Improving ecommerce data taxonomy can help your brand grow and keep customers shopping, but how exactly does refining ecommerce product taxonomy do this? Read on to find out.
It Enables You to Tune Product Recommendations to Customer Preferences
When the product attributes attached to each Stock Keeping Unit (SKU) in your catalog reflect searcher intent, it’s easier for you to connect shoppers with whatever they type into your search box, whether it’s vague or hyper-specific. But it will also help you make additional relevant recommendations to complete their look once they land on a specific product page and make it easier for shoppers to engage with your filters. Without in-depth product data and excellent ecommerce product taxonomy, it’s hard to do this well.
Product recommendations must reflect customers’ genuine preferences and affinities. Today’s ecommerce stack is starved of customer intent, with bad guesses about shoppers and inventory leading to low conversion rates, high return rates, and a high number of unsold inventory. This is where AI comes in. Lily AI can help you learn more about each customer based on how they engage with your website and the emotional context that drives their purchase. We create individual psychographic consumer profiles you can use to personalize their online shopping experience on a granular level. Shoppers don’t just want recommendations based on colors or sizes. They want to feel like you “get them.”

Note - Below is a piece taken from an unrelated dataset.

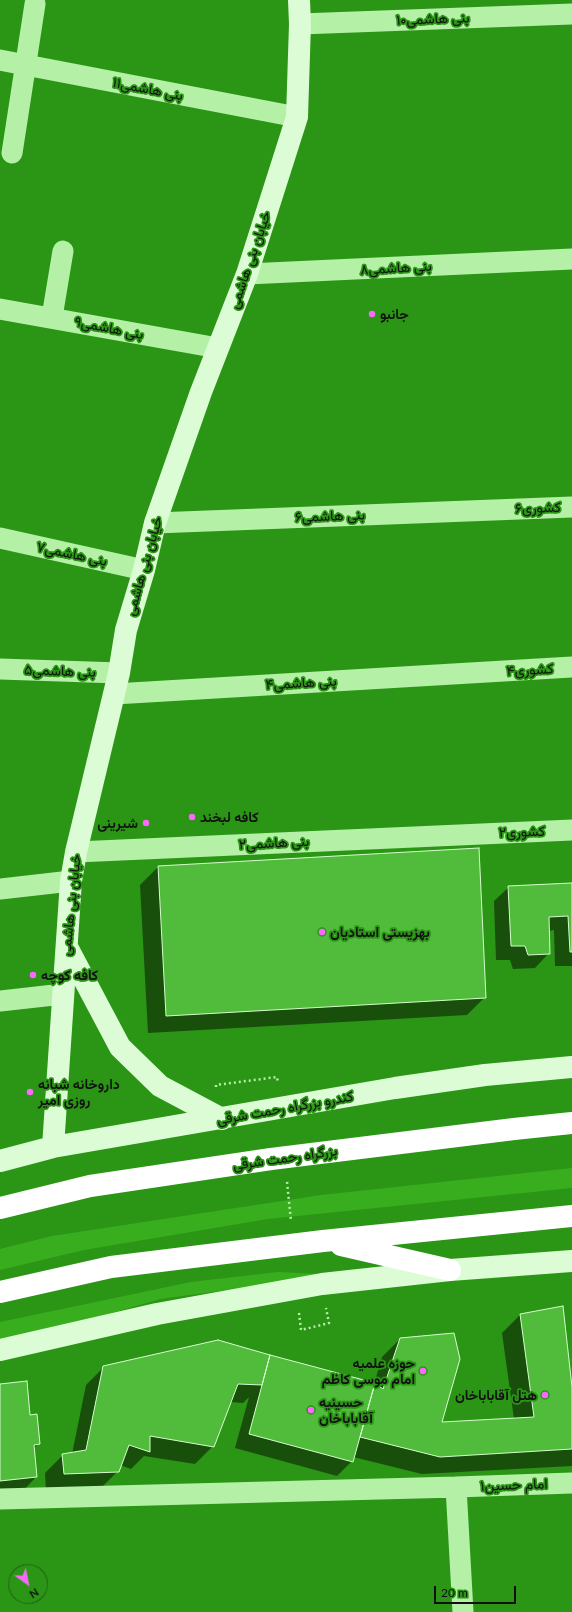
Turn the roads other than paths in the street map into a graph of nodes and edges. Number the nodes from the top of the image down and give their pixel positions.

It Improves the “Just Browsing” Experience
While one shopper may arrive on your site looking for black high-top men’s sneakers — and your site should be able to deliver complete, accurate results — another shopper may simply want to browse the men’s sneaker category without sifting through all types of men’s shoes. Their browsing experience should feel intuitive, and that’s where having clearly defined categories is critical.
Additionally, research shows consumers love personalization, particularly when they have more control over the experience. You can give consumers more control by offering relevant filters and facets they can use to organize the results they see on the page — which is impossible without accurate product attribution and great ecommerce data taxonomy.
Complex navigation and jumbled or redundant categories aggravate your site visitors. And listing too many items under each broad category without any way to narrow down the selection can spike bounce rates. Shoppers are likely to become overwhelmed and exhausted browsing through pages of products with little control over their shopping experience.
It Helps Increase Sales
Customers can’t buy what they can’t find. Many visitors arrive on your site looking for a particular item. If they are flooded with hundreds of different options for a specific search — such as a party dress when they are looking for a casual dress — they will quickly become frustrated.
At Lily AI, we find that brands experience a 5% to 10% increase in revenue by merely enriching their product catalog with more attributes that enable shoppers to see more of what they love through accurate on-site search. We use advanced computer vision and AI to automatically identify every unique feature of an item, such as the specific hue, cut, fit, style, and any added embellishments. The result is an enriched product catalog that better serves your online customers.